Stando alle prime informazioni le indagini hanno svelato un vasto traffico di stupefacenti e i nuovi organigrammi di uno dei principali mandamenti mafiosi della città. Le intercettazioni degli investigatori hanno confermato ancora una volta il denaro nelle casse di Cosa Nostra: la liquidità ancora una volta è ottenuta tramite la vendita di droga e le estorsioni. Segno che i clan controllano ancora il territorio palermitano. Così si alimentano le famiglie mafiose.
Ulteriori dettagli verranno illustrati nel corso di una conferenza stampa prevista alle 10:30 nei locali della Squadra Mobile della Questura di Palermo. L'inchiesta è stata coordinata dalla Direzione Distrettuale Antimafia della Procura di Palermo, con a capo Maurizio De Lucia e ha visto impegnati oltre 350 agenti della Polizia di Stato.

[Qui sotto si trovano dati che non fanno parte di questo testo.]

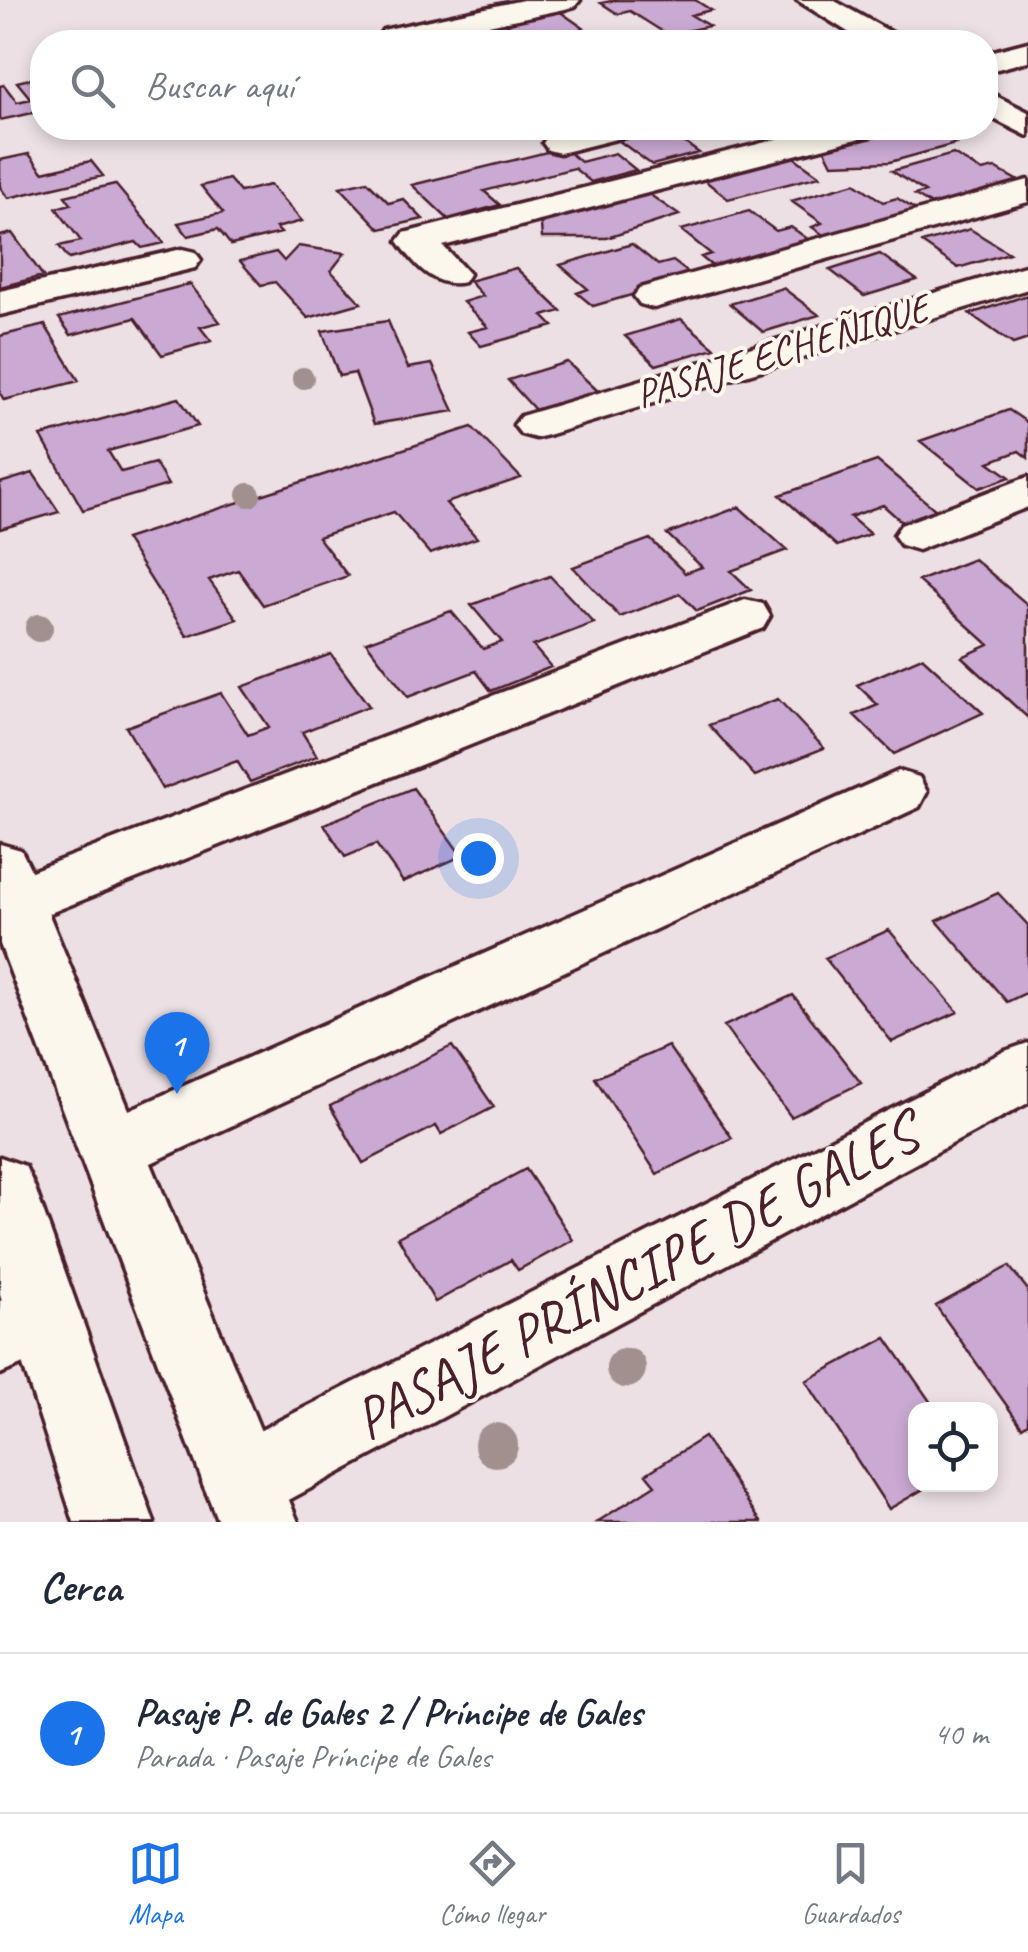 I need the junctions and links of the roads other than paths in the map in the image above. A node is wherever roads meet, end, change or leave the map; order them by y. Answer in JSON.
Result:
{"nodes":[{"id":1,"x":564,"y":0,"type":"edge"},
{"id":2,"x":812,"y":0,"type":"edge"},
{"id":3,"x":422,"y":30,"type":"edge"},
{"id":4,"x":864,"y":30,"type":"edge"},
{"id":5,"x":1028,"y":51,"type":"edge"},
{"id":6,"x":998,"y":60,"type":"edge"},
{"id":7,"x":998,"y":108,"type":"edge"},
{"id":8,"x":1028,"y":126,"type":"edge"},
{"id":9,"x":572,"y":140,"type":"edge"},
{"id":10,"x":813,"y":140,"type":"edge"},
{"id":11,"x":560,"y":143,"type":"dead end"},
{"id":12,"x":1028,"y":190,"type":"edge"},
{"id":13,"x":182,"y":260,"type":"dead end"},
{"id":14,"x":450,"y":274,"type":"dead end"},
{"id":15,"x":1028,"y":277,"type":"edge"},
{"id":16,"x":654,"y":296,"type":"dead end"},
{"id":17,"x":0,"y":304,"type":"edge"},
{"id":18,"x":536,"y":425,"type":"dead end"},
{"id":19,"x":1028,"y":491,"type":"edge"},
{"id":20,"x":918,"y":535,"type":"dead end"},
{"id":21,"x":745,"y":616,"type":"dead end"},
{"id":22,"x":900,"y":792,"type":"dead end"},
{"id":23,"x":7,"y":884,"type":"edge"},
{"id":24,"x":1028,"y":1070,"type":"edge"},
{"id":25,"x":112,"y":1149,"type":"junction"},
{"id":26,"x":0,"y":1188,"type":"edge"},
{"id":27,"x":22,"y":1329,"type":"edge"},
{"id":28,"x":250,"y":1502,"type":"edge"},
{"id":29,"x":114,"y":1522,"type":"edge"}],
"edges":[{"from":1,"to":3,"type":"street"},
{"from":2,"to":4,"type":"street"},
{"from":5,"to":6,"type":"street"},
{"from":7,"to":8,"type":"street"},
{"from":9,"to":11,"type":"street"},
{"from":10,"to":14,"type":"street"},
{"from":12,"to":16,"type":"street","name":"PASAJE ECHEÑIQUE"},
{"from":13,"to":17,"type":"street"},
{"from":15,"to":18,"type":"street","name":"PASAJE ECHEÑIQUE"},
{"from":19,"to":20,"type":"street"},
{"from":21,"to":23,"type":"street"},
{"from":22,"to":25,"type":"street"},
{"from":23,"to":25,"type":"street"},
{"from":24,"to":28,"type":"street","name":"PASAJE PRÍNCIPE DE GALES"},
{"from":25,"to":28,"type":"street"},
{"from":26,"to":27,"type":"street"},
{"from":27,"to":29,"type":"street"}]}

Ancora una volta al centro dell'inchiesta c'è anche l'alleanza con l'organizzazione criminale calabrese e campani: si trattano di gruppi criminali che occupando fasi diverse del ciclo della droga, dall'approvvigionamento presso i fornitori fino allo spaccio al dettaglio. Nel business di Cosa Nostra ora ci sarebbe anche la canapa indiana. Tutto ancora una volta riesce alle organizzazioni criminali che possono contare su alleanze tra di loro ed espandersi anche all'estero.
Stando ai dati di Avviso pubblico, in Sicilia sono stati censiti 913 atti di intimidazione e minaccia, un dato che fa dell'Isola la regione più colpita dal 2010 al 2024. Tra le province colpite c'è: Palermo con 223 casi, Agrigento con 188 e Catania con 103. 213 i Comuni colpiti in Sicilia nel corso del quindicennio, il 54 per cento del totale presenti nella regione.